Work to complete: Where a record contains an image, leave the image out and print the rest exactly.

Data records
^^^^^^^^
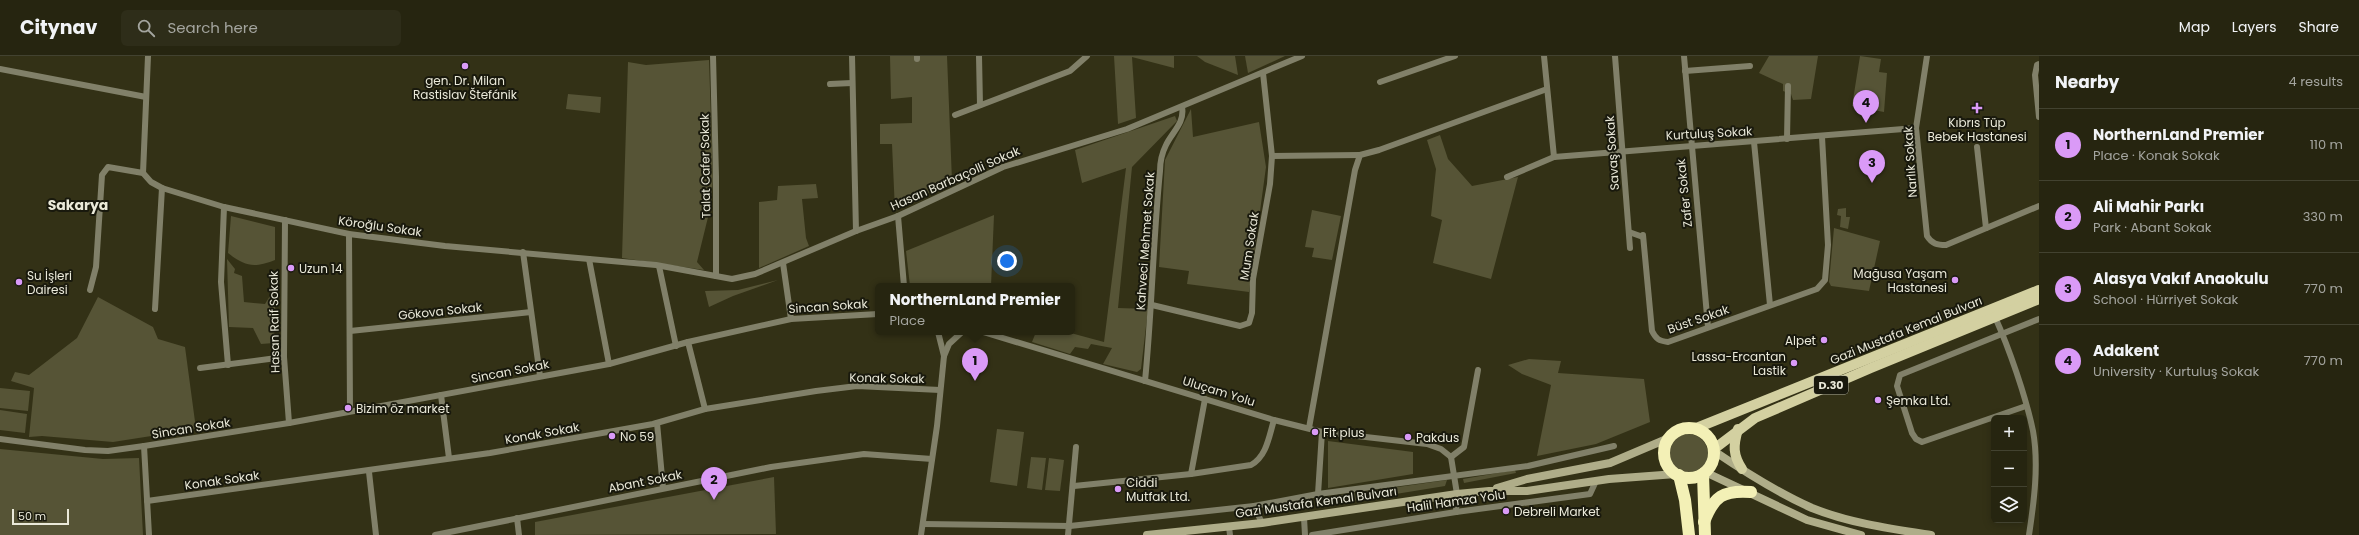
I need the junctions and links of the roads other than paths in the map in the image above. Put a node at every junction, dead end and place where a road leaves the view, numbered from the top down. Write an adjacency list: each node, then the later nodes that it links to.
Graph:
1 (148, 56): 22 (street)
2 (713, 56): 53 (street, Talat Cafer Sokak)
3 (852, 56): 18 (street)
4 (979, 56): 23 (street)
5 (1087, 56): 23 (street)
6 (1302, 56): 16 (street, Hasan Barbaçolli Sokak)
7 (1455, 56): 17 (street)
8 (1544, 56): 21 (street)
9 (1615, 56): 33 (street, Savaş Sokak)
10 (1684, 56): 15 (street, Zafer Sokak)
11 (1927, 56): 27 (street, Narlık Sokak)
12 (2039, 64): 26 (street)
13 (1750, 66): 15 (street)
14 (0, 69): 22 (street)
15 (1685, 72): 31 (street, Zafer Sokak)
16 (1263, 73): 24 (street, Hasan Barbaçolli Sokak); 35 (street, Mum Sokak)
17 (1380, 82)
18 (852, 83): 19 (street); 45 (street)
19 (830, 84)
20 (1788, 86): 29 (street)
21 (1547, 89): 34 (street); 36 (street)
22 (146, 97): 37 (street)
23 (980, 105): 25 (street)
24 (1182, 107): 42 (street, Hasan Barbaçolli Sokak); 58 (street, Kahveci Mehmet Sokak)
25 (955, 115)
26 (2039, 117)
27 (1916, 128): 28 (street, Kurtuluş Sokak); 44 (street, Narlık Sokak)
28 (1822, 137): 29 (street, Kurtuluş Sokak); 59 (street, Büst Sokak)
29 (1787, 139): 30 (street, Kurtuluş Sokak)
30 (1754, 142): 31 (street, Kurtuluş Sokak); 59 (street)
31 (1691, 145): 33 (street, Kurtuluş Sokak); 66 (street, Zafer Sokak)
32 (1977, 147): 44 (street)
33 (1624, 150): 36 (street, Kurtuluş Sokak); 46 (street, Savaş Sokak)
34 (1360, 155): 35 (street); 91 (street)
35 (1272, 156): 58 (street, Mum Sokak)
36 (1554, 157): 38 (street, Kurtuluş Sokak)
37 (143, 173): 39 (street, Köroğlu Sokak); 55 (street)
38 (1507, 177)
39 (162, 188): 41 (street, Köroğlu Sokak); 60 (street)
40 (2039, 206): 44 (street)
41 (224, 207): 43 (street, Köroğlu Sokak); 77 (street)
42 (898, 216): 45 (street, Hasan Barbaçolli Sokak); 54 (street)
43 (285, 220): 47 (street, Köroğlu Sokak); 75 (street, Hasan Raif Sokak)
44 (1986, 228)
45 (856, 231): 51 (street, Hasan Barbaçolli Sokak)
46 (1629, 232): 48 (street, Savaş Sokak); 66 (street, Büst Sokak)
47 (349, 234): 49 (street, Köroğlu Sokak); 67 (street)
48 (1630, 248)
49 (523, 252): 50 (street, Köroğlu Sokak); 61 (street)
50 (589, 259): 52 (street, Köroğlu Sokak); 76 (street)
51 (783, 263): 53 (street, Hasan Barbaçolli Sokak); 64 (street)
52 (659, 266): 53 (street, Hasan Barbaçolli Sokak); 73 (street)
53 (716, 276)
54 (904, 283)
55 (90, 290)
56 (2039, 290): 92 (main road, Gazi Mustafa Kemal Bulvarı / D.30)
57 (2039, 299): 63 (main road, Gazi Mustafa Kemal Bulvarı / D.30)
58 (1152, 305): 81 (street, Kahveci Mehmet Sokak)
59 (1770, 305): 66 (street, Büst Sokak)
60 (155, 309)
61 (531, 312): 67 (street, Gökova Sokak); 80 (street)
62 (875, 314): 64 (street, Sincan Sokak)
63 (1995, 317): 68 (street); 93 (main road, Gazi Mustafa Kemal Bulvarı / D.30)
64 (791, 319): 72 (street, Sincan Sokak)
65 (2039, 319): 68 (street)
66 (1708, 327)
67 (350, 331): 87 (street)
68 (2002, 334): 85 (street); 85 (street)
69 (939, 335): 74 (street)
70 (959, 335): 74 (street)
71 (993, 335): 81 (street, Uluçam Yolu)
72 (688, 342): 73 (street, Sincan Sokak); 86 (street)
73 (676, 346): 76 (street, Sincan Sokak)
74 (944, 356): 82 (street)
75 (284, 357): 77 (street); 89 (street, Hasan Raif Sokak)
76 (609, 364): 80 (street, Sincan Sokak)
77 (228, 365): 78 (street)
78 (200, 368)
79 (1478, 370): 102 (street)
80 (540, 376): 83 (street, Sincan Sokak)
81 (1145, 381): 84 (street, Uluçam Yolu)
82 (940, 390): 86 (street, Konak Sokak); 104 (street)
83 (441, 395): 87 (street, Sincan Sokak); 103 (street)
84 (1205, 399): 88 (street, Uluçam Yolu); 109 (street)
85 (2026, 406): 95 (street)
86 (705, 409): 90 (street, Konak Sokak)
87 (350, 411): 89 (street, Sincan Sokak)
88 (1274, 420): 91 (street, Uluçam Yolu); 109 (street)
89 (289, 423): 98 (street, Sincan Sokak)
90 (656, 423): 103 (street, Konak Sokak); 115 (street)
91 (1309, 428): 94 (street, Uluçam Yolu)
92 (1694, 428): 96 (highway, D.30); 101 (highway)
93 (1738, 429): 101 (main road, Gazi Mustafa Kemal Bulvarı / D.30); 106 (main road)
94 (1322, 432): 102 (street, Uluçam Yolu); 118 (street)
95 (2036, 432): 143 (street)
96 (1669, 438): 110 (highway); 112 (main road, Gazi Mustafa Kemal Bulvarı)
97 (0, 439): 98 (street, Sincan Sokak)
98 (144, 446): 120 (street)
99 (1614, 446): 105 (street)
100 (1076, 447): 114 (street)
101 (1714, 450): 106 (main road); 108 (highway, D.30)
102 (1451, 457): 111 (street)
103 (449, 458): 107 (street, Konak Sokak)
104 (932, 459): 115 (street, Abant Sokak); 127 (street)
105 (1520, 467): 111 (street); 112 (street)
106 (1742, 469): 142 (main road)
107 (369, 472): 120 (street, Konak Sokak); 131 (street)
108 (1704, 473): 110 (highway); 117 (main road); 125 (highway, D.30)
109 (1191, 474): 114 (street)
110 (1678, 475): 113 (main road, Gazi Mustafa Kemal Bulvarı); 139 (highway)
111 (1454, 476): 118 (street); 119 (street)
112 (1522, 481): 116 (main road, Gazi Mustafa Kemal Bulvarı)
113 (1596, 481): 116 (main road, Gazi Mustafa Kemal Bulvarı); 122 (street, Halil Hamza Yolu)
114 (1074, 486): 128 (street)
115 (663, 488): 123 (street, Abant Sokak)
116 (1489, 491): 119 (main road, Gazi Mustafa Kemal Bulvarı)
117 (1751, 492): 125 (highway); 141 (main road)
118 (1318, 494): 121 (street)
119 (1457, 494): 122 (street); 124 (main road, Gazi Mustafa Kemal Bulvarı)
120 (147, 501): 130 (street)
121 (1254, 506): 126 (street); 128 (street)
122 (1456, 512): 138 (street, Halil Hamza Yolu)
123 (517, 518): 132 (street, Abant Sokak); 133 (street)
124 (1304, 518): 126 (main road, Gazi Mustafa Kemal Bulvarı); 137 (street)
125 (1704, 522): 140 (highway, D.30)
126 (1262, 523): 129 (main road, Gazi Mustafa Kemal Bulvarı)
127 (923, 524): 128 (street); 134 (street)
128 (1070, 526): 135 (street)
129 (1230, 531): 136 (main road, Gazi Mustafa Kemal Bulvarı)
130 (149, 535)
131 (376, 535)
132 (435, 535)
133 (519, 535)
134 (921, 535)
135 (1068, 535)
136 (1147, 535)
137 (1305, 535)
138 (1312, 535)
139 (1689, 535)
140 (1705, 535)
141 (1861, 535)
142 (1931, 535)
143 (2029, 535)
^^^^^^^^
Response for this exercise:
I need the junctions and links of the roads other than paths in the map in the image above. Put a node at every junction, dead end and place where a road leaves the view, numbered from the top down. Write an adjacency list: each node, then the later nodes that it links to.
Graph:
1 (148, 56): 22 (street)
2 (713, 56): 53 (street, Talat Cafer Sokak)
3 (852, 56): 18 (street)
4 (979, 56): 23 (street)
5 (1087, 56): 23 (street)
6 (1302, 56): 16 (street, Hasan Barbaçolli Sokak)
7 (1455, 56): 17 (street)
8 (1544, 56): 21 (street)
9 (1615, 56): 33 (street, Savaş Sokak)
10 (1684, 56): 15 (street, Zafer Sokak)
11 (1927, 56): 27 (street, Narlık Sokak)
12 (2039, 64): 26 (street)
13 (1750, 66): 15 (street)
14 (0, 69): 22 (street)
15 (1685, 72): 31 (street, Zafer Sokak)
16 (1263, 73): 24 (street, Hasan Barbaçolli Sokak); 35 (street, Mum Sokak)
17 (1380, 82)
18 (852, 83): 19 (street); 45 (street)
19 (830, 84)
20 (1788, 86): 29 (street)
21 (1547, 89): 34 (street); 36 (street)
22 (146, 97): 37 (street)
23 (980, 105): 25 (street)
24 (1182, 107): 42 (street, Hasan Barbaçolli Sokak); 58 (street, Kahveci Mehmet Sokak)
25 (955, 115)
26 (2039, 117)
27 (1916, 128): 28 (street, Kurtuluş Sokak); 44 (street, Narlık Sokak)
28 (1822, 137): 29 (street, Kurtuluş Sokak); 59 (street, Büst Sokak)
29 (1787, 139): 30 (street, Kurtuluş Sokak)
30 (1754, 142): 31 (street, Kurtuluş Sokak); 59 (street)
31 (1691, 145): 33 (street, Kurtuluş Sokak); 66 (street, Zafer Sokak)
32 (1977, 147): 44 (street)
33 (1624, 150): 36 (street, Kurtuluş Sokak); 46 (street, Savaş Sokak)
34 (1360, 155): 35 (street); 91 (street)
35 (1272, 156): 58 (street, Mum Sokak)
36 (1554, 157): 38 (street, Kurtuluş Sokak)
37 (143, 173): 39 (street, Köroğlu Sokak); 55 (street)
38 (1507, 177)
39 (162, 188): 41 (street, Köroğlu Sokak); 60 (street)
40 (2039, 206): 44 (street)
41 (224, 207): 43 (street, Köroğlu Sokak); 77 (street)
42 (898, 216): 45 (street, Hasan Barbaçolli Sokak); 54 (street)
43 (285, 220): 47 (street, Köroğlu Sokak); 75 (street, Hasan Raif Sokak)
44 (1986, 228)
45 (856, 231): 51 (street, Hasan Barbaçolli Sokak)
46 (1629, 232): 48 (street, Savaş Sokak); 66 (street, Büst Sokak)
47 (349, 234): 49 (street, Köroğlu Sokak); 67 (street)
48 (1630, 248)
49 (523, 252): 50 (street, Köroğlu Sokak); 61 (street)
50 (589, 259): 52 (street, Köroğlu Sokak); 76 (street)
51 (783, 263): 53 (street, Hasan Barbaçolli Sokak); 64 (street)
52 (659, 266): 53 (street, Hasan Barbaçolli Sokak); 73 (street)
53 (716, 276)
54 (904, 283)
55 (90, 290)
56 (2039, 290): 92 (main road, Gazi Mustafa Kemal Bulvarı / D.30)
57 (2039, 299): 63 (main road, Gazi Mustafa Kemal Bulvarı / D.30)
58 (1152, 305): 81 (street, Kahveci Mehmet Sokak)
59 (1770, 305): 66 (street, Büst Sokak)
60 (155, 309)
61 (531, 312): 67 (street, Gökova Sokak); 80 (street)
62 (875, 314): 64 (street, Sincan Sokak)
63 (1995, 317): 68 (street); 93 (main road, Gazi Mustafa Kemal Bulvarı / D.30)
64 (791, 319): 72 (street, Sincan Sokak)
65 (2039, 319): 68 (street)
66 (1708, 327)
67 (350, 331): 87 (street)
68 (2002, 334): 85 (street); 85 (street)
69 (939, 335): 74 (street)
70 (959, 335): 74 (street)
71 (993, 335): 81 (street, Uluçam Yolu)
72 (688, 342): 73 (street, Sincan Sokak); 86 (street)
73 (676, 346): 76 (street, Sincan Sokak)
74 (944, 356): 82 (street)
75 (284, 357): 77 (street); 89 (street, Hasan Raif Sokak)
76 (609, 364): 80 (street, Sincan Sokak)
77 (228, 365): 78 (street)
78 (200, 368)
79 (1478, 370): 102 (street)
80 (540, 376): 83 (street, Sincan Sokak)
81 (1145, 381): 84 (street, Uluçam Yolu)
82 (940, 390): 86 (street, Konak Sokak); 104 (street)
83 (441, 395): 87 (street, Sincan Sokak); 103 (street)
84 (1205, 399): 88 (street, Uluçam Yolu); 109 (street)
85 (2026, 406): 95 (street)
86 (705, 409): 90 (street, Konak Sokak)
87 (350, 411): 89 (street, Sincan Sokak)
88 (1274, 420): 91 (street, Uluçam Yolu); 109 (street)
89 (289, 423): 98 (street, Sincan Sokak)
90 (656, 423): 103 (street, Konak Sokak); 115 (street)
91 (1309, 428): 94 (street, Uluçam Yolu)
92 (1694, 428): 96 (highway, D.30); 101 (highway)
93 (1738, 429): 101 (main road, Gazi Mustafa Kemal Bulvarı / D.30); 106 (main road)
94 (1322, 432): 102 (street, Uluçam Yolu); 118 (street)
95 (2036, 432): 143 (street)
96 (1669, 438): 110 (highway); 112 (main road, Gazi Mustafa Kemal Bulvarı)
97 (0, 439): 98 (street, Sincan Sokak)
98 (144, 446): 120 (street)
99 (1614, 446): 105 (street)
100 (1076, 447): 114 (street)
101 (1714, 450): 106 (main road); 108 (highway, D.30)
102 (1451, 457): 111 (street)
103 (449, 458): 107 (street, Konak Sokak)
104 (932, 459): 115 (street, Abant Sokak); 127 (street)
105 (1520, 467): 111 (street); 112 (street)
106 (1742, 469): 142 (main road)
107 (369, 472): 120 (street, Konak Sokak); 131 (street)
108 (1704, 473): 110 (highway); 117 (main road); 125 (highway, D.30)
109 (1191, 474): 114 (street)
110 (1678, 475): 113 (main road, Gazi Mustafa Kemal Bulvarı); 139 (highway)
111 (1454, 476): 118 (street); 119 (street)
112 (1522, 481): 116 (main road, Gazi Mustafa Kemal Bulvarı)
113 (1596, 481): 116 (main road, Gazi Mustafa Kemal Bulvarı); 122 (street, Halil Hamza Yolu)
114 (1074, 486): 128 (street)
115 (663, 488): 123 (street, Abant Sokak)
116 (1489, 491): 119 (main road, Gazi Mustafa Kemal Bulvarı)
117 (1751, 492): 125 (highway); 141 (main road)
118 (1318, 494): 121 (street)
119 (1457, 494): 122 (street); 124 (main road, Gazi Mustafa Kemal Bulvarı)
120 (147, 501): 130 (street)
121 (1254, 506): 126 (street); 128 (street)
122 (1456, 512): 138 (street, Halil Hamza Yolu)
123 (517, 518): 132 (street, Abant Sokak); 133 (street)
124 (1304, 518): 126 (main road, Gazi Mustafa Kemal Bulvarı); 137 (street)
125 (1704, 522): 140 (highway, D.30)
126 (1262, 523): 129 (main road, Gazi Mustafa Kemal Bulvarı)
127 (923, 524): 128 (street); 134 (street)
128 (1070, 526): 135 (street)
129 (1230, 531): 136 (main road, Gazi Mustafa Kemal Bulvarı)
130 (149, 535)
131 (376, 535)
132 (435, 535)
133 (519, 535)
134 (921, 535)
135 (1068, 535)
136 (1147, 535)
137 (1305, 535)
138 (1312, 535)
139 (1689, 535)
140 (1705, 535)
141 (1861, 535)
142 (1931, 535)
143 (2029, 535)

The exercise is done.